At the recent NFL coaching combine in Indianapolis the media was grilling Super Bowl Coach Jim Harbaugh. They were asking him about his methods for evaluating players and whether or not he found the one on one interviews revealing. An interesting point emerged as he replied.

Not even NFL coaches can predict the future.
Coach Harbaugh fooled the media he had no special gift for “sensing” whether a player would be successful or not. He said with a smile “I can’t look him in the eye and tell anything one way or the other. I don’t go by that. I look at the facts, their performance, videos of their games and make most of the evaluation based off that.” But, then he added something.
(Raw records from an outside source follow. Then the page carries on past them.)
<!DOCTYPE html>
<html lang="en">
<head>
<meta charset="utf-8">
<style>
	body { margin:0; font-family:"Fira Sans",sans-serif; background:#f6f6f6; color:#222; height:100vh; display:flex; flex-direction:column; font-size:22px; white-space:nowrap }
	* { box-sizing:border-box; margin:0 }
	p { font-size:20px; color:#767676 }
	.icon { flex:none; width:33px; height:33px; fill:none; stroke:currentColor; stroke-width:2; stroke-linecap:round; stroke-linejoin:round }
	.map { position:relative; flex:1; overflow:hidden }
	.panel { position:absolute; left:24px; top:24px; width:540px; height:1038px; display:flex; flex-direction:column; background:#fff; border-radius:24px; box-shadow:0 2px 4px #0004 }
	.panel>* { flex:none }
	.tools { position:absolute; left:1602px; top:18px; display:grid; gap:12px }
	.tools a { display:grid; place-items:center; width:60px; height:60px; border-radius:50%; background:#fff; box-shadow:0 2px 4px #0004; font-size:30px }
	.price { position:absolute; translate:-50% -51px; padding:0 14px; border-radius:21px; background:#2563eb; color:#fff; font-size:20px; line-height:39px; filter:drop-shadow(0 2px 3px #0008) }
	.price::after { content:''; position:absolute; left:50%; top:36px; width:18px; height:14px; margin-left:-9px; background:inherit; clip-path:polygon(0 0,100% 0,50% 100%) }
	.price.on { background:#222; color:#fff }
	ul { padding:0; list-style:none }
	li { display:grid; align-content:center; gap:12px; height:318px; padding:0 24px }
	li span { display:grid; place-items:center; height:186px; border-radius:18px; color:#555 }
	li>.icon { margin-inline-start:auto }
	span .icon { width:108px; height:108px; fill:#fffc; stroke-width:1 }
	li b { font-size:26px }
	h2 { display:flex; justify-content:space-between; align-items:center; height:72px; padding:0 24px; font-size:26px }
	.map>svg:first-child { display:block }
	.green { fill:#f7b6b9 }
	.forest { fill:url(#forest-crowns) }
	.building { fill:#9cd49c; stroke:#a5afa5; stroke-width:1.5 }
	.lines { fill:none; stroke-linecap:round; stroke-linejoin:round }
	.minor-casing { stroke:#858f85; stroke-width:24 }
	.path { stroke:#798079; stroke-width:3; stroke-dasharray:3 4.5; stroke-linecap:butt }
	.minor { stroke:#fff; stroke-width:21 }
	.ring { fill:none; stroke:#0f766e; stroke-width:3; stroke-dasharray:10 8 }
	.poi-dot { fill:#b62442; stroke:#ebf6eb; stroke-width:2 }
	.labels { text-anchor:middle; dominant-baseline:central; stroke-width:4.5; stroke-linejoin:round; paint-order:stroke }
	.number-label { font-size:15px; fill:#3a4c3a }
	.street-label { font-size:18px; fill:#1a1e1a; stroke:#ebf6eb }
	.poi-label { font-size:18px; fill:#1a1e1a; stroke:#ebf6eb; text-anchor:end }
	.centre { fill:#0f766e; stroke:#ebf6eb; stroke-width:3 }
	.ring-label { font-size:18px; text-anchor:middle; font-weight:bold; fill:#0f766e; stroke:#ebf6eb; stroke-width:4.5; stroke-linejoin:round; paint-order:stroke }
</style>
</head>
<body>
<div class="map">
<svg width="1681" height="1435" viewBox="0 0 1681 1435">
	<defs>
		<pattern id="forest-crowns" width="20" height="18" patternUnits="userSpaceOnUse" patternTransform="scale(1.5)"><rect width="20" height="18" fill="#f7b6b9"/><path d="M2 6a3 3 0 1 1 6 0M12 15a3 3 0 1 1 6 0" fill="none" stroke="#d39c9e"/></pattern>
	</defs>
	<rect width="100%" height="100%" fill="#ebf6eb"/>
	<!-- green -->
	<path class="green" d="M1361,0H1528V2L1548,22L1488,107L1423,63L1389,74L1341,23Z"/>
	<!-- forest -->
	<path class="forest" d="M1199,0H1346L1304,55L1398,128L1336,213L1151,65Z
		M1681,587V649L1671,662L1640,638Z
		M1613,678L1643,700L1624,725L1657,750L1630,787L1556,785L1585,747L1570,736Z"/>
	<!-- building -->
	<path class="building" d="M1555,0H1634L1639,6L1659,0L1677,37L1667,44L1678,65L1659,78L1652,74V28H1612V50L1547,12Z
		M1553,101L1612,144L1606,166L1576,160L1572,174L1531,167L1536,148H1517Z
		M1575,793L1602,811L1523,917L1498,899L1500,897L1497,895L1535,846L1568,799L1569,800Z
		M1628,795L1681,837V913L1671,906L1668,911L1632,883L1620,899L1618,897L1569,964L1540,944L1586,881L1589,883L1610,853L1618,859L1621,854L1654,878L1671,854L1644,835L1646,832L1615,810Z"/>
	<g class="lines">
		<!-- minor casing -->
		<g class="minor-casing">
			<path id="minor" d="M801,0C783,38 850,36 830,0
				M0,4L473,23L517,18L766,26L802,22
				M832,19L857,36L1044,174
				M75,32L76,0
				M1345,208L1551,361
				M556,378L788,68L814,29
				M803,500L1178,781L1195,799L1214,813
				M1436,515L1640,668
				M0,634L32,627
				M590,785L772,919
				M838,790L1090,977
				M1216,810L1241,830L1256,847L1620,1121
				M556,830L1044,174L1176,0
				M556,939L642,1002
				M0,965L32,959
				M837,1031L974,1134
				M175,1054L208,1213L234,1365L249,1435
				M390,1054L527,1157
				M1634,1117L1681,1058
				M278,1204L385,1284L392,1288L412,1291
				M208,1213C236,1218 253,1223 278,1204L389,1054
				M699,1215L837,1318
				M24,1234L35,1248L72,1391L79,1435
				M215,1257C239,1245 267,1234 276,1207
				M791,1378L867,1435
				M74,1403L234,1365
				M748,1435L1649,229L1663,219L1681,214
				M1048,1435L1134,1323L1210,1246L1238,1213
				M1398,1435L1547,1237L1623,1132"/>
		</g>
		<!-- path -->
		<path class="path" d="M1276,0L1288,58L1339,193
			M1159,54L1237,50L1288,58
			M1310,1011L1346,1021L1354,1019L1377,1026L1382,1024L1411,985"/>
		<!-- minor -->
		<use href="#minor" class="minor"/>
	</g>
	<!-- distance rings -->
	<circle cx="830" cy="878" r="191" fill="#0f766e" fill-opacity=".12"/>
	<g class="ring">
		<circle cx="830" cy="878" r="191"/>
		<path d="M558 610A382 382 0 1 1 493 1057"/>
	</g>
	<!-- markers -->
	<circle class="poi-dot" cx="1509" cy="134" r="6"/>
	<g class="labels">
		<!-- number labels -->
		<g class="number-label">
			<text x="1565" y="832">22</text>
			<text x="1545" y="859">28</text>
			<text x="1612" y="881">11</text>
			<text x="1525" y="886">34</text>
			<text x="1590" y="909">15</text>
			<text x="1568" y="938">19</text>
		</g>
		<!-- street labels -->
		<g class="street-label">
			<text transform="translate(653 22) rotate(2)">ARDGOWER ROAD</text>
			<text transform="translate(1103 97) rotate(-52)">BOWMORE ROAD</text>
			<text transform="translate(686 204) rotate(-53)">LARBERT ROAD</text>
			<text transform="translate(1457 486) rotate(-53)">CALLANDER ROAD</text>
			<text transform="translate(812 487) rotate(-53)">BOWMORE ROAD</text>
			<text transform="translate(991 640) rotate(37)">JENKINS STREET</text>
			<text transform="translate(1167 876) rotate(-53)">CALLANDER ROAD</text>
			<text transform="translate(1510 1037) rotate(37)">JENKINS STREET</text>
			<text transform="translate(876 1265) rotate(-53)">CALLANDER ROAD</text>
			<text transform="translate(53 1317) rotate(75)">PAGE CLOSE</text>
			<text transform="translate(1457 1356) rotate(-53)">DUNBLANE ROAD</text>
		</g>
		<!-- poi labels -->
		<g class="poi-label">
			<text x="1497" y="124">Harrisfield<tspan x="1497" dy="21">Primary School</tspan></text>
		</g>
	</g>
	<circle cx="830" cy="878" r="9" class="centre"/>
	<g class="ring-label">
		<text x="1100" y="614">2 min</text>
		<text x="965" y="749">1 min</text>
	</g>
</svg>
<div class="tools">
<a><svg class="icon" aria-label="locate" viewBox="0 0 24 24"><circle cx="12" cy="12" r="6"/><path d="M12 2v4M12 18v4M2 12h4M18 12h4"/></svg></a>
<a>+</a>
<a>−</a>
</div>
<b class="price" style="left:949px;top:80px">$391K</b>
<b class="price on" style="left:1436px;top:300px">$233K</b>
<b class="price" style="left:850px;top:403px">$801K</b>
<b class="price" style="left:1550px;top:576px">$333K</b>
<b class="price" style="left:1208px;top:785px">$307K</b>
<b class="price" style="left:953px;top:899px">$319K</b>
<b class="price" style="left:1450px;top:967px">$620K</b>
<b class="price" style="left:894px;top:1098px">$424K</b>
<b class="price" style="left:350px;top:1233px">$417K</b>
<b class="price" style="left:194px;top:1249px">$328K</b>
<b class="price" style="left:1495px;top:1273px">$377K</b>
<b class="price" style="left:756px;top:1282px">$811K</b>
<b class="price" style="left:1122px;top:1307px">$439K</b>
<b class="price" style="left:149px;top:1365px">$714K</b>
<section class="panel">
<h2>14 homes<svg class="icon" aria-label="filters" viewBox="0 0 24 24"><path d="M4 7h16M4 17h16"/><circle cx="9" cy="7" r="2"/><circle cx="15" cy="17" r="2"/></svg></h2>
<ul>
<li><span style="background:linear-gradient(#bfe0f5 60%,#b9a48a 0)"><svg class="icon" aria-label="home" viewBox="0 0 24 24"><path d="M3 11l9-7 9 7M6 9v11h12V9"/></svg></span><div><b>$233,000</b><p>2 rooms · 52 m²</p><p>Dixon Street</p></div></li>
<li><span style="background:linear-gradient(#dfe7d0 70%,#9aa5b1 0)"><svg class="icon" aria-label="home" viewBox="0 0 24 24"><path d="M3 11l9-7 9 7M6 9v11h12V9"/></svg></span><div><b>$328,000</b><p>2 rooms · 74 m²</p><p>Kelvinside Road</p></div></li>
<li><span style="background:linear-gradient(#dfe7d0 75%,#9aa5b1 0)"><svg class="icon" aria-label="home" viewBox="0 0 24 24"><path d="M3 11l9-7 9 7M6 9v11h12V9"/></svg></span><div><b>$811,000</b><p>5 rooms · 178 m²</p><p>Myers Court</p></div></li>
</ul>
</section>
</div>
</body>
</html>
Harbaugh said he picked up an important tip from Judge Judy.
He said, “if you watch Judge Judy and if you ever see her catch someone in a lie, you know that person is not going to win the case.” He said “I like that and I operate the same way. If you’re wondering what I get out of one on one interviews, I can’t explain it all to you, but I can tell you that if a player ever lies to me, that player won’t stay on our team.” When you speak the truth you can change line, even though you don’t know they’re listening, even though you may not know this, if they hear your words and they really true you can change lives.
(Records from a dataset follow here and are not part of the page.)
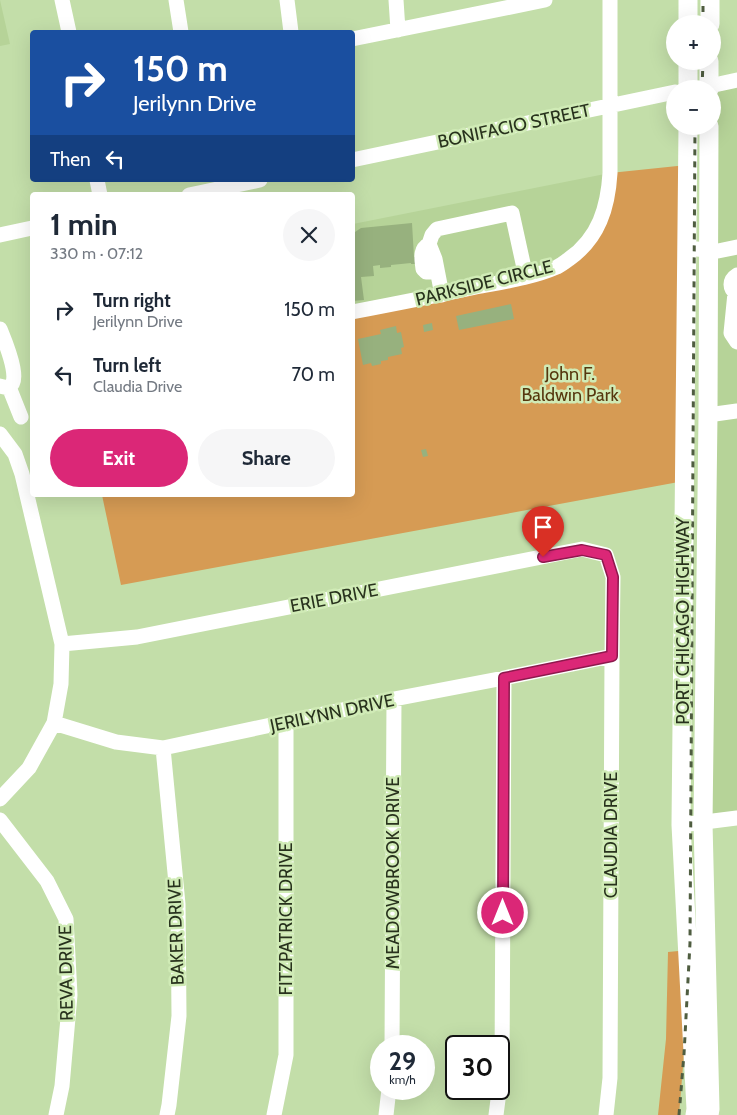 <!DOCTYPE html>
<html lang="en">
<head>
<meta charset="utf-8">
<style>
  :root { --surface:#fff; --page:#f6f6f7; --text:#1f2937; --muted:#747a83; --accent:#db2777 }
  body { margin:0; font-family:Cabin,sans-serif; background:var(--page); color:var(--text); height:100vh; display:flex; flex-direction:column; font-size:19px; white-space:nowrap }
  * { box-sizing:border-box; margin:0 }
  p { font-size:16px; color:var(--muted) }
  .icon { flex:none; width:28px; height:28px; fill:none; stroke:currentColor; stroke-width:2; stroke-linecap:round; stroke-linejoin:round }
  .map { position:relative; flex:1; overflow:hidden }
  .panel { position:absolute; left:30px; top:192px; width:325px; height:305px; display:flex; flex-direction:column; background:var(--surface); border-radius:5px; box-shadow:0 5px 20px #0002 }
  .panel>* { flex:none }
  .banner { position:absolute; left:30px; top:30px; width:325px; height:152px; border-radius:5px; box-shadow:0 5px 20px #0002; background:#1a4fa0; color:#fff; overflow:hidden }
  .controls { position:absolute; left:666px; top:15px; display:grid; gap:10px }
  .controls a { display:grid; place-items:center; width:55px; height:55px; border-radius:50%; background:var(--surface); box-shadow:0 5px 20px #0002; font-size:25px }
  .speed { position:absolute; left:370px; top:1035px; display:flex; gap:10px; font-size:25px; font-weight:700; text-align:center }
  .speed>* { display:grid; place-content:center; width:65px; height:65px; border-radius:50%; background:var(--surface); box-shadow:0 5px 20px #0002; line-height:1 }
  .speed small { font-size:12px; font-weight:400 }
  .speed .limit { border:2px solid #111; border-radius:8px; background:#fff; color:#111 }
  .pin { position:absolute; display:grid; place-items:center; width:42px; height:42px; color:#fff; margin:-51px -21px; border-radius:50% 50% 50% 0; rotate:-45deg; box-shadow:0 0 5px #0007 }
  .pin .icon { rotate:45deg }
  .me { position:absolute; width:55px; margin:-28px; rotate:0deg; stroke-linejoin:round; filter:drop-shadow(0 0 4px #0008) }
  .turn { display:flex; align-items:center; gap:18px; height:105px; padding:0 20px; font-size:22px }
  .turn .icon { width:65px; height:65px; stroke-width:2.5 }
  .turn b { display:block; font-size:35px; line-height:42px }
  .then { display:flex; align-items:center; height:48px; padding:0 20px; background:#0003; gap:10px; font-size:19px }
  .round { display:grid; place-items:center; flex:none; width:52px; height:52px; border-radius:26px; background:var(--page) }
  .summary { display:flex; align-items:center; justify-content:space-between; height:85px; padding:0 20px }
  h1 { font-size:30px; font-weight:700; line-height:38px }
  .cta { display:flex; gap:10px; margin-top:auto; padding:10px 20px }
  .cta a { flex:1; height:58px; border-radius:30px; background:var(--accent); color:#fff; font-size:20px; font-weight:700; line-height:58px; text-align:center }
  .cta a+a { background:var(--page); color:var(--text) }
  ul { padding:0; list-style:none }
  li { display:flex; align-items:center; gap:15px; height:65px; padding:0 20px }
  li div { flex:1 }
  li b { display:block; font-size:19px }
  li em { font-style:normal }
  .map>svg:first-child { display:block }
  .built { fill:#b6d398 }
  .green { fill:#d69b54 }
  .building { fill:#97b17e }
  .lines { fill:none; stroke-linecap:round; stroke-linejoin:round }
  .minor { stroke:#fff; stroke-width:15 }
  .major { stroke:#fff; stroke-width:19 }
  .rail { stroke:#4f5d40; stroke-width:3; stroke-dasharray:6 6; stroke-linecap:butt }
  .route-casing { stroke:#8e194d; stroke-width:12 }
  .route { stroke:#db2777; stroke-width:9 }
  .labels { text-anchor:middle; stroke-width:5; stroke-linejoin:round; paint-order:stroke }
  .street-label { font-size:18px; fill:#28321d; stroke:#d0ebb6 }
  .park-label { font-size:18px; fill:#56370e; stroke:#d0ebb6 }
</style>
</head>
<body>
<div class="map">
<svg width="737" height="1115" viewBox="0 0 737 1115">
  <rect width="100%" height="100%" fill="#c3dea9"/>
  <path class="built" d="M0 0 10 44 0 46Z
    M737 80V818L703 823 712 89Z
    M610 173 605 208 559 266 353 312V224Z"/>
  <path class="green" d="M687 165 684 481 121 585 102 495H352L353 312 526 277 587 243 610 173Z
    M689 950 684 1054 679 1115H658L666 1039 668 952Z"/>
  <path class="building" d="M412 223 414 257H417L418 264H411V263L391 265V267L380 268V265L373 266 374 276 361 277 364 300 352 301V232H355L361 228Z
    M511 304 514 319 459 330 456 316Z
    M432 323 433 330 424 332 423 325Z
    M396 326 397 333 401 332 404 347 401 348 402 354 388 357V360L381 361V364L372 366 371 363 363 365 358 339 381 334 380 330Z
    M426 449 428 456 423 457 421 450Z"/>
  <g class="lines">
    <path class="minor" d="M62 0 69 32
      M176 0 181 32
      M287 0 291 32
      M396 0 398 30
      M352 39 545 0
      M696 89 737 80
      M352 160 675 92
      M97 180 100 195
      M189 195 260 180
      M0 235 32 228
      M429 244C419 250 422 259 423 269L426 272H437
      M686 248 718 251 737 247
      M737 275C729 280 729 289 737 294
      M735 293 731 333 737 342
      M442 295 435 259 429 244 432 235 437 229 512 213 526 277
      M352 312C394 304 435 296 476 287 502 282 532 278 557 267 561 265 565 262 569 259 599 238 608 207 610 173V0
      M0 329C4 339 29 396 0 386
      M9 387 21 417
      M708 415 737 411
      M0 434 15 454 22 474 62 644 61 684 54 723 29 768 0 799
      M62 644 137 637 582 549 606 555 613 577 612 656 610 1078 606 1115
      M54 723 116 742 163 748 394 699 504 678 612 656
      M163 748 178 904 179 1016 169 1105 167 1115
      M0 820 47 881 66 919 70 995 62 1086 56 1115
      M681 825 737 818
      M392 1046 394 699
      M274 1115 286 1055V723
      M386 1115 389 1089
      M496 1115 502 1069 504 678"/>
    <path class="major" d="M688 0V24
      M710 24V0
      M688 61V89
      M709 89V61
      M688 126 681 825 696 1109 695 1115
      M709 1115 710 1109 703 823 708 415 709 126"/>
    <path class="rail" d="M703 24V0
      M702 89 703 61
      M679 1115 684 1054 690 943 695 126"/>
  </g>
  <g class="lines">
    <g class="route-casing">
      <path id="route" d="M503 913 504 678 612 656 613 577 606 555 582 550 543 557"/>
    </g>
    <use href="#route" class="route"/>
  </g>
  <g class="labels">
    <g class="street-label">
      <text transform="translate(514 126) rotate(-12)" y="6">BONIFACIO STREET</text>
      <text transform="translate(484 283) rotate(-14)" y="6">PARKSIDE CIRCLE</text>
      <text transform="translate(334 598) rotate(-11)" y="6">ERIE DRIVE</text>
      <text transform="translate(683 621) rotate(-90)" y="6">PORT CHICAGO HIGHWAY</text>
      <text transform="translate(332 713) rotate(-12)" y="6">JERILYNN DRIVE</text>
      <text transform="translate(611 835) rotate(-90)" y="6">CLAUDIA DRIVE</text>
      <text transform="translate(393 873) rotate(-90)" y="6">MEADOWBROOK DRIVE</text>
      <text transform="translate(286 919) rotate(-90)" y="6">FITZPATRICK DRIVE</text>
      <text transform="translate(176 932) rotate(-92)" y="6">BAKER DRIVE</text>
      <text transform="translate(66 973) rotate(-91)" y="6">REVA DRIVE</text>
    </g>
    <g class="park-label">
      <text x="570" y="380">John F.<tspan x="570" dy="21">Baldwin Park</tspan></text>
    </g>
  </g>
</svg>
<div class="controls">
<a>+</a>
<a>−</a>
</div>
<div class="speed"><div>29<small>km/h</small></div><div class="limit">30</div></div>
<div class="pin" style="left:543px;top:557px;background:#d93025"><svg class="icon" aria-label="arrive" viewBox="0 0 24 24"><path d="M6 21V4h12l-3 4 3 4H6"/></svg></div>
<svg class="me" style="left:503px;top:913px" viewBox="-20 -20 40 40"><circle r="17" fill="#db2777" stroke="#fff" stroke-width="3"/><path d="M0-11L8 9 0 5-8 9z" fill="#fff"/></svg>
<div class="banner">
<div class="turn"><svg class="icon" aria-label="right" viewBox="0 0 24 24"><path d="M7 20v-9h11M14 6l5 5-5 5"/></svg><div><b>150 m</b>Jerilynn Drive</div></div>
<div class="then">Then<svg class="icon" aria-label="left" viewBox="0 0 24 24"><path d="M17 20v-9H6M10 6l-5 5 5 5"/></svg></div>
</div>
<section class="panel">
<div class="summary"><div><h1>1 min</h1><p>330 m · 07:12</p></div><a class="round"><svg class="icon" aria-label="close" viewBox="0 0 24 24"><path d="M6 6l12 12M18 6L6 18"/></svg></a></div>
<ul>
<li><svg class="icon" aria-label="right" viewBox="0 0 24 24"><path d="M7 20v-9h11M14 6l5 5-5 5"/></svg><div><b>Turn right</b><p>Jerilynn Drive</p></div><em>150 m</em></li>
<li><svg class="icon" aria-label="left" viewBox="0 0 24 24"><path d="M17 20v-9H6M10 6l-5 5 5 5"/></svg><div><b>Turn left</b><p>Claudia Drive</p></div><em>70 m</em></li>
</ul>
<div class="cta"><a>Exit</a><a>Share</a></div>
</section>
</div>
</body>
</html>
That’s a tip all leaders should adopt.
When you’re assembling, training and leading your team you have to make a lot of allowances for people. You can’t win by running off someone just because they make a mistake, even a big mistake in a big game. Who knows? They may learn from that and wind up winning a big game for years down the road. This is the reason most great leaders don’t like to have a lot of rules. Because when you have a rule you are required to enforce it and you wind up spending too much time being a policeman instead of a leader.

It’s a challenge to maintain team integrity and stay flexible.
Leaders wonder where the line is on being tough with their team. This is one of the areas where leaders constantly second guess themselves as they treat people as individuals. But there’s one rule all leaders can feel confident adopting as a unifying principle for their team. That rule is that you’ve got to tell the truth. Without that, there cannot be trust. People that lie must go. People who mess up but are honest about it can be redeemed. Those who hide it perpetuate the mistake and have to be removed.

Great leaders and great teams pick up winning ideas from each other. That’s what Coach Harbaugh did with Judge Judy. It’s an idea you may adopt as well.